• DATA EXCERPTS
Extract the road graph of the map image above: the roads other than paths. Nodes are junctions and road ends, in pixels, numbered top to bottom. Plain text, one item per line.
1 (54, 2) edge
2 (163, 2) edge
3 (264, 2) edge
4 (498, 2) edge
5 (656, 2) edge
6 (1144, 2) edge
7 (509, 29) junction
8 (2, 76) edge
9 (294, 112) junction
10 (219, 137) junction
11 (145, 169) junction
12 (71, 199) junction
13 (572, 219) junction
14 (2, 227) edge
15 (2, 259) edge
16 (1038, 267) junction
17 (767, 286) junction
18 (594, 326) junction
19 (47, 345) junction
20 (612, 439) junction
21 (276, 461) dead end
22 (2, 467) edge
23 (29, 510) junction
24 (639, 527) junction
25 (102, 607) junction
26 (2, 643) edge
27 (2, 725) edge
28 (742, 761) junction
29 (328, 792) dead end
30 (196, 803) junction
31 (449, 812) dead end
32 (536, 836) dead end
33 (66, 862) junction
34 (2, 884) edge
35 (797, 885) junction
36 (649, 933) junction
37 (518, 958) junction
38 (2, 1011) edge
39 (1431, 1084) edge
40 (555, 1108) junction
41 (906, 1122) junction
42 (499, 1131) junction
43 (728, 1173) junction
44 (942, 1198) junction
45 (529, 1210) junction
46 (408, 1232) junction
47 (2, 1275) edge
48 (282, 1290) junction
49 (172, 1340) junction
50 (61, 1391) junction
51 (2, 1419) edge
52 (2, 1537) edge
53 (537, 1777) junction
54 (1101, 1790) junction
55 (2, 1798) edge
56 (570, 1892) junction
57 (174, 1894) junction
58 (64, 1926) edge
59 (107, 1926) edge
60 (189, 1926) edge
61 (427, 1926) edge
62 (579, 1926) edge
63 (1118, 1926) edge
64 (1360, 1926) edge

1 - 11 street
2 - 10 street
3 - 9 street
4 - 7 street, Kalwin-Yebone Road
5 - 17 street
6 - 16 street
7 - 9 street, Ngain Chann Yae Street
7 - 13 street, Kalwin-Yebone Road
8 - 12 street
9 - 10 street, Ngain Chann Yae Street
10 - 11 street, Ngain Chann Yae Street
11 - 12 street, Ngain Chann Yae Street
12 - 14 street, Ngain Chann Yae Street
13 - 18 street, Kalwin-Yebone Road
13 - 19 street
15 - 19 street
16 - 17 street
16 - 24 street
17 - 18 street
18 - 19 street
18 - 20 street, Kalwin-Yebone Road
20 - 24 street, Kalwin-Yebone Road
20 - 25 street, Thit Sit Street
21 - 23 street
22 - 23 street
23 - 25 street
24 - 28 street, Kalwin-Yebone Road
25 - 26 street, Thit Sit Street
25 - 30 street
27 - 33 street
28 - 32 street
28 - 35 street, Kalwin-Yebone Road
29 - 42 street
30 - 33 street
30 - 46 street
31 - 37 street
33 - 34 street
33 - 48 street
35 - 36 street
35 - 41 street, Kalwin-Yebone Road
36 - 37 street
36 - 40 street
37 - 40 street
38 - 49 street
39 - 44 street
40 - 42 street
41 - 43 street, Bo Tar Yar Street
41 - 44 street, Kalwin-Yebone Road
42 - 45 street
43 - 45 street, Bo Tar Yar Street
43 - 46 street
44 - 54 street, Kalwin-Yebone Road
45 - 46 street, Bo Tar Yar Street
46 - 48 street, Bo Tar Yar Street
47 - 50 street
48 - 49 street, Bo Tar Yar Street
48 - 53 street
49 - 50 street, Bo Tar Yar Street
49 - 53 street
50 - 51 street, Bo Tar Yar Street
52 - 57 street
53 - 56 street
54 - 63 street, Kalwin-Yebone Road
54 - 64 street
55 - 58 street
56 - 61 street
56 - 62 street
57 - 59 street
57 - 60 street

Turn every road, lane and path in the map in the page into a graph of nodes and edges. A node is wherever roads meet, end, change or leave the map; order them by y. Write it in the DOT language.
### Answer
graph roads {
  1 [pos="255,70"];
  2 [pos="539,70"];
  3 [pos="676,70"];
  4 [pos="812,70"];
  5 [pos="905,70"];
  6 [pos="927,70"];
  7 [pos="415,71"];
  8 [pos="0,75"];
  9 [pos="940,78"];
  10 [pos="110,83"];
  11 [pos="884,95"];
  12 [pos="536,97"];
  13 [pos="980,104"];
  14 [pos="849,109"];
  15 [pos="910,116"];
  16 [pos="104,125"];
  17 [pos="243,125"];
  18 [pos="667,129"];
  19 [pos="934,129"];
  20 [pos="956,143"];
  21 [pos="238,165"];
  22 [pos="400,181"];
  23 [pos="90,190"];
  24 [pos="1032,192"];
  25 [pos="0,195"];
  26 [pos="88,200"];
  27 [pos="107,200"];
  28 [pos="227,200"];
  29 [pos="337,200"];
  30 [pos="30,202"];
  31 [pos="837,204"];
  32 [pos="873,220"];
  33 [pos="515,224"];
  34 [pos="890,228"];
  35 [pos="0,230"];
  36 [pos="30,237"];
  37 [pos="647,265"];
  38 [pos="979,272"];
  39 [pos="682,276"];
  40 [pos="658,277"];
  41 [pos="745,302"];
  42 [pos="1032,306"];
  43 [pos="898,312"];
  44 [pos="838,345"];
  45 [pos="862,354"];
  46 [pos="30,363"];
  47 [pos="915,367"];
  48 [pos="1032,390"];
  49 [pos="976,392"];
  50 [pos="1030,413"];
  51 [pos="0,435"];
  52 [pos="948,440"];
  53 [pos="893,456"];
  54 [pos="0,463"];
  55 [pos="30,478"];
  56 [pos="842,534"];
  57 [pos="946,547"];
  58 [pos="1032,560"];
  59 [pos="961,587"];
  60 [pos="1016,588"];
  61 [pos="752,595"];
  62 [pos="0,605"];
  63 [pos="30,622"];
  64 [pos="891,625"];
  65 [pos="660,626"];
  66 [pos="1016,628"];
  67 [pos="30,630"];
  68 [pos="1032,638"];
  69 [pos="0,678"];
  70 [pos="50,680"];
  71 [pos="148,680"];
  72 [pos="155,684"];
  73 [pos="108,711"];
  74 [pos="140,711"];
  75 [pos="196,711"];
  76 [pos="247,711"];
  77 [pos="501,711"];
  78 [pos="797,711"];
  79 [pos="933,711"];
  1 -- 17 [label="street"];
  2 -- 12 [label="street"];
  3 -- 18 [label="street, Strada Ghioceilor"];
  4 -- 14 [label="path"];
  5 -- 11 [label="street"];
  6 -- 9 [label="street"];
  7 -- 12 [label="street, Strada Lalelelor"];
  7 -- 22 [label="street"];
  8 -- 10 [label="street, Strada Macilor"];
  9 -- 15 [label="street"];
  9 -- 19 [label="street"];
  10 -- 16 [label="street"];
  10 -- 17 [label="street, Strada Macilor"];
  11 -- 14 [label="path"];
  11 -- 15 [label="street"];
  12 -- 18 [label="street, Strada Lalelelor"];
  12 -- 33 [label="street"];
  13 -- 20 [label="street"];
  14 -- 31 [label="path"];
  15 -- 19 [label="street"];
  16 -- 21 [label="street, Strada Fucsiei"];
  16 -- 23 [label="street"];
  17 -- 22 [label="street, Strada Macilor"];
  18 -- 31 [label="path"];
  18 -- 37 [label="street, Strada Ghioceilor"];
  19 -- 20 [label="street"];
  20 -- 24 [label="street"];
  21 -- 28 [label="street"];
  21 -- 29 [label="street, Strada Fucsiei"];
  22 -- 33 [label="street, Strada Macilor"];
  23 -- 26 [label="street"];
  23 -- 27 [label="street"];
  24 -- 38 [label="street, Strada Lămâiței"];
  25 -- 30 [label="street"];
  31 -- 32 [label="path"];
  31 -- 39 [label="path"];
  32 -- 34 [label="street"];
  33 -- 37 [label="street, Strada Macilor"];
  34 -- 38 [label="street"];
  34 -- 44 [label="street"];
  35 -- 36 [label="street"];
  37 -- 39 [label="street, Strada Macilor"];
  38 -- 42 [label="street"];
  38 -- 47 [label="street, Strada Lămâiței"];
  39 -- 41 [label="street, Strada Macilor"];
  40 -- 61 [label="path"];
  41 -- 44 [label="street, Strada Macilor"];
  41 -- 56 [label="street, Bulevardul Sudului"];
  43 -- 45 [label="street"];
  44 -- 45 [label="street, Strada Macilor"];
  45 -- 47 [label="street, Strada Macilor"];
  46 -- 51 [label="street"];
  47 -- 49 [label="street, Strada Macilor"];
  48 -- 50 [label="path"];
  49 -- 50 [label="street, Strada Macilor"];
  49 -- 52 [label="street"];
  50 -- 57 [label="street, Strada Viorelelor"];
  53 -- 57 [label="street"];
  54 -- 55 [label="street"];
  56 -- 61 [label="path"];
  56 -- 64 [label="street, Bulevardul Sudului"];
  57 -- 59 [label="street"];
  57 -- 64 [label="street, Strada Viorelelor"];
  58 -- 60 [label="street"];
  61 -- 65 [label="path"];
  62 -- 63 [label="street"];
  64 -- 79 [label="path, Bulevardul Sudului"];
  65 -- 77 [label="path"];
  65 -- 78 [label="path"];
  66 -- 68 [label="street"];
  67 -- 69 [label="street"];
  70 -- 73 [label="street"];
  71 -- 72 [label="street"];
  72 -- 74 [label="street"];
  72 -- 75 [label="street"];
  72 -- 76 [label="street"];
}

• WORK ORDER
Your answer should be the lines of the records that include the word "Lămâiței".

• WRITTEN SOLUTION
  24 -- 38 [label="street, Strada Lămâiței"];
  38 -- 47 [label="street, Strada Lămâiței"];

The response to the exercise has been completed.